Dans ce contexte, le multilatéralisme, qu'il soit porté par l'ONU ou le G20, deviendra de plus en plus difficile à faire valoir. Le G20 lui-même, déjà très fragmenté avec des intérêts trop divergents, sera un terrain moins propice à des compromis globaux. De plus, les pays du Sud pourraient se servir de l'arrivée imminente de Trump au pouvoir comme d’un prétexte pour ne pas s'engager sur des sujets qu'ils jugent irréalisables, en utilisant son retour pour justifier un repli sur leurs propres intérêts nationaux. Cela pourrait affaiblir encore davantage l’élan multilatéral, déjà en déclin, et encourager une politique davantage axée sur les intérêts nationaux plutôt que sur la coopération internationale.
Comment les dirigeants du G20 se préparent-ils à l'avènement de Donald Trump à la Maison Blanche ? Quel impact potentiel sur les alliances, sur les pôles économiques, sur la mondialisation de façon générale ?
Alexandre Del Valle : Le monde se prépare à l'arrivée de Trump avec un certain soulagement. Bien sûr, en Europe de l’Ouest – libérale, démocratique, atlantiste, politiquement correcte et prospère – il y a une véritable inquiétude. Les leaders européens redoutent que Trump ne leur impose des surtaxes, qu'il abandonne l'OTAN, ou qu’il fasse des concessions territoriales à la Russie concernant l’Ukraine, pour ne citer que quelques scénarios.
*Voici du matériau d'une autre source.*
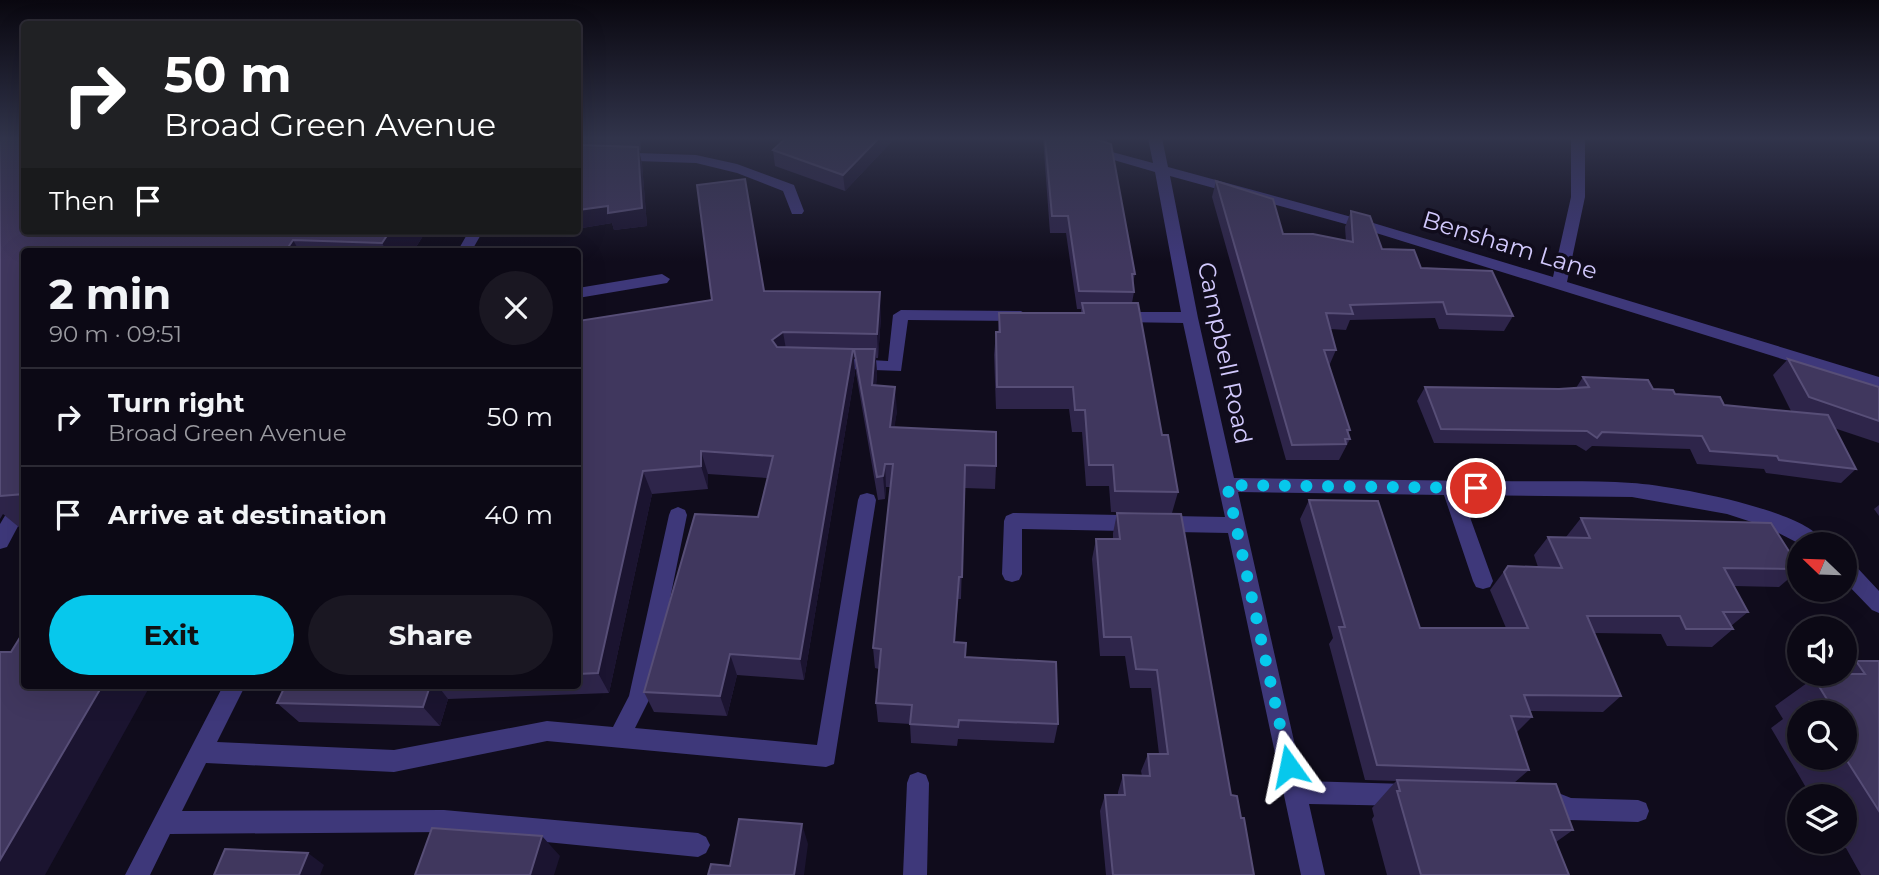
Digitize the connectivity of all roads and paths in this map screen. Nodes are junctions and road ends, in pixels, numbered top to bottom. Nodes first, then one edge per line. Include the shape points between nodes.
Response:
1 (764, 179) edge
2 (1163, 179) edge
3 (1200, 179) edge
4 (1578, 179) edge
5 (797, 211) dead end
6 (662, 279) dead end
7 (1559, 284) junction
8 (581, 292) edge
9 (1039, 316) edge
10 (1107, 317) edge
11 (1190, 318) junction
12 (841, 365) edge
13 (1879, 383) edge
14 (1227, 485) junction
15 (1450, 487) junction
16 (867, 500) dead end
17 (21, 504) edge
18 (678, 515) dead end
19 (1236, 525) junction
20 (1794, 532) edge
21 (3, 536) edge
22 (1012, 574) dead end
23 (1483, 581) dead end
24 (1857, 581) edge
25 (1879, 604) edge
26 (232, 689) edge
27 (619, 737) junction
28 (200, 752) junction
29 (918, 783) dead end
30 (1295, 792) junction
31 (1429, 796) edge
32 (1522, 798) edge
33 (1638, 811) dead end
34 (164, 822) junction
35 (698, 845) dead end
36 (137, 875) edge
37 (915, 875) edge
38 (1313, 875) edge

1 - 5 street via 789,188
2 - 11 street, Campbell Road
3 - 7 street, Bensham Lane
4 - 7 street
6 - 8 street
7 - 13 street, Bensham Lane
9 - 12 street via 901,315 895,366
10 - 11 street
11 - 14 street, Campbell Road
14 - 15 street
14 - 19 street, Campbell Road
15 - 20 street via 1672,494 1748,513
15 - 23 street
16 - 27 street via 826,756
17 - 21 street
18 - 27 street via 639,698
19 - 22 street via 1013,521
19 - 30 street, Campbell Road
24 - 25 street
26 - 28 street
27 - 28 street via 547,731 394,761
28 - 34 street
29 - 37 street
30 - 31 street
30 - 38 street, Campbell Road
32 - 33 street via 1549,799 1570,810
34 - 35 street via 444,821
34 - 36 street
Le Japon, la Corée du Sud et Taïwan sont également préoccupés par un possible désengagement américain de la région.
Mais pour le reste du monde, Trump peut représenter une opportunité. Par exemple, les Chinois voient en lui un homme d’affaires pragmatique. Ils savent qu'avec Trump, il suffira de négocier des accords, car il est beaucoup moins attaché aux principes moraux ou aux accords multilatéraux. Pour lui, l’essentiel est de conclure des affaires, et il pourrait être prêt à faire des concessions sur des questions sensibles, comme Taïwan, tant que cela n’implique pas directement les États-Unis.
Du côté de la Russie, Trump est perçu comme un interlocuteur favorable. Même si Vladimir Poutine n'a pas assisté au sommet du G20, la Russie fait toujours partie de l’organisation, et l’arrivée de Trump pourrait être une opportunité pour Moscou. D’autres pays, comme l’Inde sous la direction de Modi, un ultranationaliste, préfèrent également Trump à Biden. Les nations d'Asie du Sud-Est voient également en lui un allié potentiel, notamment en raison de sa posture anti-chinoise. En Amérique latine, même les gouvernements de gauche, comme celui de Lula au Brésil, pourraient trouver un terrain d'entente avec Trump, car son discours nationaliste et protectionniste résonne avec leurs propres priorités. En somme, tous les nationalistes, qu’ils soient de gauche ou de droite voient en Trump une figure qui partage leur vision.